Your instructions | Retype each line below precisely.
═══ Material provided ═══
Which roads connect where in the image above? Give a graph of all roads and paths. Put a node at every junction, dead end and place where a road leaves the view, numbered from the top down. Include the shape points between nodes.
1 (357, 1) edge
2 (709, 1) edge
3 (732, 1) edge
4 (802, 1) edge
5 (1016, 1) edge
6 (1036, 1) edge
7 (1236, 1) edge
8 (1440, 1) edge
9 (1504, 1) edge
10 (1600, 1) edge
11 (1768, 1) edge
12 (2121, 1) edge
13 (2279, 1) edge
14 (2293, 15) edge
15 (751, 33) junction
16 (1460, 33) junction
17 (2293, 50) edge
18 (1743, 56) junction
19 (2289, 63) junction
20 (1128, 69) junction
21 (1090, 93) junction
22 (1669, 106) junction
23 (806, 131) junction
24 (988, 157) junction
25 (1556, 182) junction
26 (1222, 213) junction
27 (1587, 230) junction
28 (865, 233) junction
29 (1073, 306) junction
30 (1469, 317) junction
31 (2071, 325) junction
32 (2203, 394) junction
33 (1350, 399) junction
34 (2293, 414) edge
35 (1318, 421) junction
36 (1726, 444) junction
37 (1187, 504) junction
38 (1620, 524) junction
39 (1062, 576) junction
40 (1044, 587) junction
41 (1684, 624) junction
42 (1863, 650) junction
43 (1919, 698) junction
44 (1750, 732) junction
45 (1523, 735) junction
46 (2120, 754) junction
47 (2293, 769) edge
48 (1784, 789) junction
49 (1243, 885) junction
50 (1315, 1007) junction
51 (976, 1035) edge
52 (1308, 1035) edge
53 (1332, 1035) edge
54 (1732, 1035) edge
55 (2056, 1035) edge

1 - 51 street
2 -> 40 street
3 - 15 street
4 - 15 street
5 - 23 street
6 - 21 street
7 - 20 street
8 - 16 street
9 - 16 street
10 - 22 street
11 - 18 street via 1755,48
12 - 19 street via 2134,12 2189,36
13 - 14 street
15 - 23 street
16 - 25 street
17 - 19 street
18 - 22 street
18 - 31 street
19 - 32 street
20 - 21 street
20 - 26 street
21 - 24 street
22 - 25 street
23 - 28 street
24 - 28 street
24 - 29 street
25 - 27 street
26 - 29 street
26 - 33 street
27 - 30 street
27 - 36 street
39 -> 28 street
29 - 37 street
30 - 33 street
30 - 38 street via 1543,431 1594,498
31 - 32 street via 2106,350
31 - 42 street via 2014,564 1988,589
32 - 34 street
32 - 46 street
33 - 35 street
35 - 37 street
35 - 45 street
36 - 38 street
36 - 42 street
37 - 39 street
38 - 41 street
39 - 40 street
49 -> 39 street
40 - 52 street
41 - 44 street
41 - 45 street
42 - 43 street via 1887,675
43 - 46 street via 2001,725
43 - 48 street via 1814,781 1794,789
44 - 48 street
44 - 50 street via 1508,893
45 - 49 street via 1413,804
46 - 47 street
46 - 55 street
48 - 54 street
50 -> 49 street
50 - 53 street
═══
Solution to this exercise |
Which roads connect where in the image above? Give a graph of all roads and paths. Put a node at every junction, dead end and place where a road leaves the view, numbered from the top down. Include the shape points between nodes.
1 (357, 1) edge
2 (709, 1) edge
3 (732, 1) edge
4 (802, 1) edge
5 (1016, 1) edge
6 (1036, 1) edge
7 (1236, 1) edge
8 (1440, 1) edge
9 (1504, 1) edge
10 (1600, 1) edge
11 (1768, 1) edge
12 (2121, 1) edge
13 (2279, 1) edge
14 (2293, 15) edge
15 (751, 33) junction
16 (1460, 33) junction
17 (2293, 50) edge
18 (1743, 56) junction
19 (2289, 63) junction
20 (1128, 69) junction
21 (1090, 93) junction
22 (1669, 106) junction
23 (806, 131) junction
24 (988, 157) junction
25 (1556, 182) junction
26 (1222, 213) junction
27 (1587, 230) junction
28 (865, 233) junction
29 (1073, 306) junction
30 (1469, 317) junction
31 (2071, 325) junction
32 (2203, 394) junction
33 (1350, 399) junction
34 (2293, 414) edge
35 (1318, 421) junction
36 (1726, 444) junction
37 (1187, 504) junction
38 (1620, 524) junction
39 (1062, 576) junction
40 (1044, 587) junction
41 (1684, 624) junction
42 (1863, 650) junction
43 (1919, 698) junction
44 (1750, 732) junction
45 (1523, 735) junction
46 (2120, 754) junction
47 (2293, 769) edge
48 (1784, 789) junction
49 (1243, 885) junction
50 (1315, 1007) junction
51 (976, 1035) edge
52 (1308, 1035) edge
53 (1332, 1035) edge
54 (1732, 1035) edge
55 (2056, 1035) edge

1 - 51 street
2 -> 40 street
3 - 15 street
4 - 15 street
5 - 23 street
6 - 21 street
7 - 20 street
8 - 16 street
9 - 16 street
10 - 22 street
11 - 18 street via 1755,48
12 - 19 street via 2134,12 2189,36
13 - 14 street
15 - 23 street
16 - 25 street
17 - 19 street
18 - 22 street
18 - 31 street
19 - 32 street
20 - 21 street
20 - 26 street
21 - 24 street
22 - 25 street
23 - 28 street
24 - 28 street
24 - 29 street
25 - 27 street
26 - 29 street
26 - 33 street
27 - 30 street
27 - 36 street
39 -> 28 street
29 - 37 street
30 - 33 street
30 - 38 street via 1543,431 1594,498
31 - 32 street via 2106,350
31 - 42 street via 2014,564 1988,589
32 - 34 street
32 - 46 street
33 - 35 street
35 - 37 street
35 - 45 street
36 - 38 street
36 - 42 street
37 - 39 street
38 - 41 street
39 - 40 street
49 -> 39 street
40 - 52 street
41 - 44 street
41 - 45 street
42 - 43 street via 1887,675
43 - 46 street via 2001,725
43 - 48 street via 1814,781 1794,789
44 - 48 street
44 - 50 street via 1508,893
45 - 49 street via 1413,804
46 - 47 street
46 - 55 street
48 - 54 street
50 -> 49 street
50 - 53 street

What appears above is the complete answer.